▸ **ACTIVITY**:
Could you copy each line of the entries that contains "Yeşiller"?

Saved entries
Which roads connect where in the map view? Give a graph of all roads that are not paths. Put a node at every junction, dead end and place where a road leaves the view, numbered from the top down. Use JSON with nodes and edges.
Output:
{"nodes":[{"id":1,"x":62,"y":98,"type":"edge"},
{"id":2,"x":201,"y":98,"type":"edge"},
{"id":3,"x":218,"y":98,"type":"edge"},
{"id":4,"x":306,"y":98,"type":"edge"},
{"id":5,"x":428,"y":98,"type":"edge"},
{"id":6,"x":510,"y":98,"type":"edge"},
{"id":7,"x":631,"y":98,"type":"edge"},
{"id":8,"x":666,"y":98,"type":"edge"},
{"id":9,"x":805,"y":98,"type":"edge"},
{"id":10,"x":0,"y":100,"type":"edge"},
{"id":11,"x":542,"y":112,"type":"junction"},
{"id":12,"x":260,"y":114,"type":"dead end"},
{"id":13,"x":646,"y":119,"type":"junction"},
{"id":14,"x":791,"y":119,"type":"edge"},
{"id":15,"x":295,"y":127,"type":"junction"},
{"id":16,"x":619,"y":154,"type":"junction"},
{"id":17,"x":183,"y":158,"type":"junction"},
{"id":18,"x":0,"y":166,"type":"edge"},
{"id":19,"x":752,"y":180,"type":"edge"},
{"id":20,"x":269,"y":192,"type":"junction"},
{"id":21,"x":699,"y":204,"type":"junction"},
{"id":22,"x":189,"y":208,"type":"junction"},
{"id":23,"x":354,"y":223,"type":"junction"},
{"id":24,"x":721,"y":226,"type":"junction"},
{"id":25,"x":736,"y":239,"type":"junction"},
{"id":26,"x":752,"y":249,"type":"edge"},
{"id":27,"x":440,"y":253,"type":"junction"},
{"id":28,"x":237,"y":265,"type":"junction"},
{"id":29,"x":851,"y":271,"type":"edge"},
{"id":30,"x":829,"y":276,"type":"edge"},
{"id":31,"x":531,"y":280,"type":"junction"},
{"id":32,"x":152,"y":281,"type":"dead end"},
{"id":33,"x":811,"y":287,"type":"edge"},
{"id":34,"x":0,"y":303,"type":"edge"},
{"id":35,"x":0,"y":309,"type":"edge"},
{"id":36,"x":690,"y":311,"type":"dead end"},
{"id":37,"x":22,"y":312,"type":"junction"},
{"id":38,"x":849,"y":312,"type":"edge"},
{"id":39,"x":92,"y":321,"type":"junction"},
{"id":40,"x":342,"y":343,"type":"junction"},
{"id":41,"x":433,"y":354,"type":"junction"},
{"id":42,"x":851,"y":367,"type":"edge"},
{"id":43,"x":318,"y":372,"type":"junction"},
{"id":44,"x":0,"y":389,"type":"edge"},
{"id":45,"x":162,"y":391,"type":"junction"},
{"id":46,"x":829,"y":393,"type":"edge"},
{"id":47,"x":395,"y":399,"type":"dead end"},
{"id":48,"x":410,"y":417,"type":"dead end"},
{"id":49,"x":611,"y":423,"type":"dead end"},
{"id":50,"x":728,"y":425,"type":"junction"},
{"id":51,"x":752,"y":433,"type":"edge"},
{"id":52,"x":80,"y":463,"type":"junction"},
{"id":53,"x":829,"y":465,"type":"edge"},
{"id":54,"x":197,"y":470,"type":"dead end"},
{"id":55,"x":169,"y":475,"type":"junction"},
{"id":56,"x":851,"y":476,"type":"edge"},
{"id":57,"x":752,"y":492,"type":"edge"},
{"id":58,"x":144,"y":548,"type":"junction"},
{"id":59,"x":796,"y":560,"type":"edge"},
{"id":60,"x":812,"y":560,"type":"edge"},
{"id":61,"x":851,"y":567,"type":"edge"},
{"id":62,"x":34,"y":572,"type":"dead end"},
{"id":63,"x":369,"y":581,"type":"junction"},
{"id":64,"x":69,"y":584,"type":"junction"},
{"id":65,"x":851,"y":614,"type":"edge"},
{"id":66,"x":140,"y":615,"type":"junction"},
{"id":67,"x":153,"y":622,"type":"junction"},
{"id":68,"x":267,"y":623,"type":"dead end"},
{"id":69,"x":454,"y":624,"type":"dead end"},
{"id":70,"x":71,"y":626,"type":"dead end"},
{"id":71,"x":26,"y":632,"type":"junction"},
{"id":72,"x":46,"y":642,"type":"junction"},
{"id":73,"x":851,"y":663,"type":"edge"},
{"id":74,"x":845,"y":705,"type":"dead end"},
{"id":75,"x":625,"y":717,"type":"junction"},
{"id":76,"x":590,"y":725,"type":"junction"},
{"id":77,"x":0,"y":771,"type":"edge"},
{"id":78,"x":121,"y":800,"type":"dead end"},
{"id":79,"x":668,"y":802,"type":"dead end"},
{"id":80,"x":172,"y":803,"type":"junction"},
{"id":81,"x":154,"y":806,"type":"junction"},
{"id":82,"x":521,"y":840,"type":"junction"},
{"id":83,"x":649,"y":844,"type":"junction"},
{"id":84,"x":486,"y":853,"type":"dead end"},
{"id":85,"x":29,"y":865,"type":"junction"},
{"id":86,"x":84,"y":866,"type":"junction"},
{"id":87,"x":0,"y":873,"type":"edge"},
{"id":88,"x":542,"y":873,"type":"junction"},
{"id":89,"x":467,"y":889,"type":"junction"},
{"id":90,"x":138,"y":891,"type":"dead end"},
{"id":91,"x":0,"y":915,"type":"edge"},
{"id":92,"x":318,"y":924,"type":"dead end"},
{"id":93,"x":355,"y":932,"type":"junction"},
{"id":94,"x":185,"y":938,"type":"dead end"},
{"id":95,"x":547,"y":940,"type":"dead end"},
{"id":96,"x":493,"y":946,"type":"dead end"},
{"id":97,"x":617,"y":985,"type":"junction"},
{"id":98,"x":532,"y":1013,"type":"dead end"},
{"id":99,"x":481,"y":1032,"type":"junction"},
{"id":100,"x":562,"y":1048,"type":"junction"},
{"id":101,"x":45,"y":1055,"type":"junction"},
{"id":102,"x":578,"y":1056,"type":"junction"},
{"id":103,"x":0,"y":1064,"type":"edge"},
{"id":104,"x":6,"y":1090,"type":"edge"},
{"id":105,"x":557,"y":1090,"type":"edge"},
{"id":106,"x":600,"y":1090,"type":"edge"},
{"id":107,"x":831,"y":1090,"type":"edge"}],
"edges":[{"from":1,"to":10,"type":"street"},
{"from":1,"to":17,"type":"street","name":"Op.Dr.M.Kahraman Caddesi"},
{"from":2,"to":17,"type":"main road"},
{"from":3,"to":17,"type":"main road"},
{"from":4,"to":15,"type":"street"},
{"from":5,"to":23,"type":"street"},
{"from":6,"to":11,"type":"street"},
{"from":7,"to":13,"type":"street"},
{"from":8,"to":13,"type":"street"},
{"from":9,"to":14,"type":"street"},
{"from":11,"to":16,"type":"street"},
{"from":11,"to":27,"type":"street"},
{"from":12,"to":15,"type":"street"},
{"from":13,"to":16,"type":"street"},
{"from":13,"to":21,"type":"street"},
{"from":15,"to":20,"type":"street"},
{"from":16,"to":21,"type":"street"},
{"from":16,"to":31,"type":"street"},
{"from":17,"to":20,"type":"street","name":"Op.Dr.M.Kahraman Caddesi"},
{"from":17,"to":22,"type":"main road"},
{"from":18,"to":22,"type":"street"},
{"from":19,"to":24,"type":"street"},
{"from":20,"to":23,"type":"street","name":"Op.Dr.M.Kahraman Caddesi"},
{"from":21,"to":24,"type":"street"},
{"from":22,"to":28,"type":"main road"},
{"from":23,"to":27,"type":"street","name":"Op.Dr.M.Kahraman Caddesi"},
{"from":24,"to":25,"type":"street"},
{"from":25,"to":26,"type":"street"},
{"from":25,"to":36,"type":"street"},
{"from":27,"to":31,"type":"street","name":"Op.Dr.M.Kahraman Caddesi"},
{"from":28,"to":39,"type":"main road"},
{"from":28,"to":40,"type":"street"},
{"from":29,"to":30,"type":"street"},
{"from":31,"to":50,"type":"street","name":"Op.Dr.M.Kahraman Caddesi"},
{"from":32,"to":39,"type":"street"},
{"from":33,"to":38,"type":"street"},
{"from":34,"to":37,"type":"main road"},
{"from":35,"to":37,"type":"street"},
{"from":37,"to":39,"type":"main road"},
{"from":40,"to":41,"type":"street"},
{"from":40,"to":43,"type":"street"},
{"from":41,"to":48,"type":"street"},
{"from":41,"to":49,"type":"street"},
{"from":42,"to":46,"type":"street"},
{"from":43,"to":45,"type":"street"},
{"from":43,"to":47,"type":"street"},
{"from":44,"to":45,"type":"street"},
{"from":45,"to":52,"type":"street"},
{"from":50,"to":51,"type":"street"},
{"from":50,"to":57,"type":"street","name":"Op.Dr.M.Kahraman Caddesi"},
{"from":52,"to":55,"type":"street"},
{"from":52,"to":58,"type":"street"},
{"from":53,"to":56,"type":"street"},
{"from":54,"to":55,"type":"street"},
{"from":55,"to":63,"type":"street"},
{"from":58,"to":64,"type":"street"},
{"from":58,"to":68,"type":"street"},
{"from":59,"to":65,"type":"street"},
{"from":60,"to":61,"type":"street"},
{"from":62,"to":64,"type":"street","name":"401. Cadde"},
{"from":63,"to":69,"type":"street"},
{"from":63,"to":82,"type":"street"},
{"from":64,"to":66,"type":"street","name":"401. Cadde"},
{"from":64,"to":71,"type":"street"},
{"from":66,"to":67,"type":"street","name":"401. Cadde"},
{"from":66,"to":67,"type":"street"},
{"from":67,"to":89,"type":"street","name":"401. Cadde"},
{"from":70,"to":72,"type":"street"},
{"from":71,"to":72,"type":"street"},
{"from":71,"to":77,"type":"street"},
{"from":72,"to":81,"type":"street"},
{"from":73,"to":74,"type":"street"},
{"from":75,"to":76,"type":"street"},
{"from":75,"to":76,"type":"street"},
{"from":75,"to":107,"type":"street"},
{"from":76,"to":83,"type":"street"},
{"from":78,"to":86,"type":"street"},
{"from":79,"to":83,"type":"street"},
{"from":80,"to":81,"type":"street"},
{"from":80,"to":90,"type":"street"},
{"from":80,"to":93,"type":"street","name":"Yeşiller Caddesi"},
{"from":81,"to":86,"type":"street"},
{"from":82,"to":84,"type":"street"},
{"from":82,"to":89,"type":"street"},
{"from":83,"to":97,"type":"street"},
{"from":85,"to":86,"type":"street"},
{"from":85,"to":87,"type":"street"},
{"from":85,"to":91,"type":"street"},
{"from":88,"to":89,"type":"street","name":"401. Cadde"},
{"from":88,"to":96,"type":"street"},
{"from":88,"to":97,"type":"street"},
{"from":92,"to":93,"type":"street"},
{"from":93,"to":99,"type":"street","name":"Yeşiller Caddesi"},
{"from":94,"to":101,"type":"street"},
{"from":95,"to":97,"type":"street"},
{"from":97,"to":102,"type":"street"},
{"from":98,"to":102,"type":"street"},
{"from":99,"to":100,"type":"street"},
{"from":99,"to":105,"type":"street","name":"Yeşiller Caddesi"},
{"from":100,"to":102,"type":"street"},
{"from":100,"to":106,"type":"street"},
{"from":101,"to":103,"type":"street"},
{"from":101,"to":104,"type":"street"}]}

▸ **WRITTEN REPLY**:
{"from":80,"to":93,"type":"street","name":"Yeşiller Caddesi"},
{"from":93,"to":99,"type":"street","name":"Yeşiller Caddesi"},
{"from":99,"to":105,"type":"street","name":"Yeşiller Caddesi"},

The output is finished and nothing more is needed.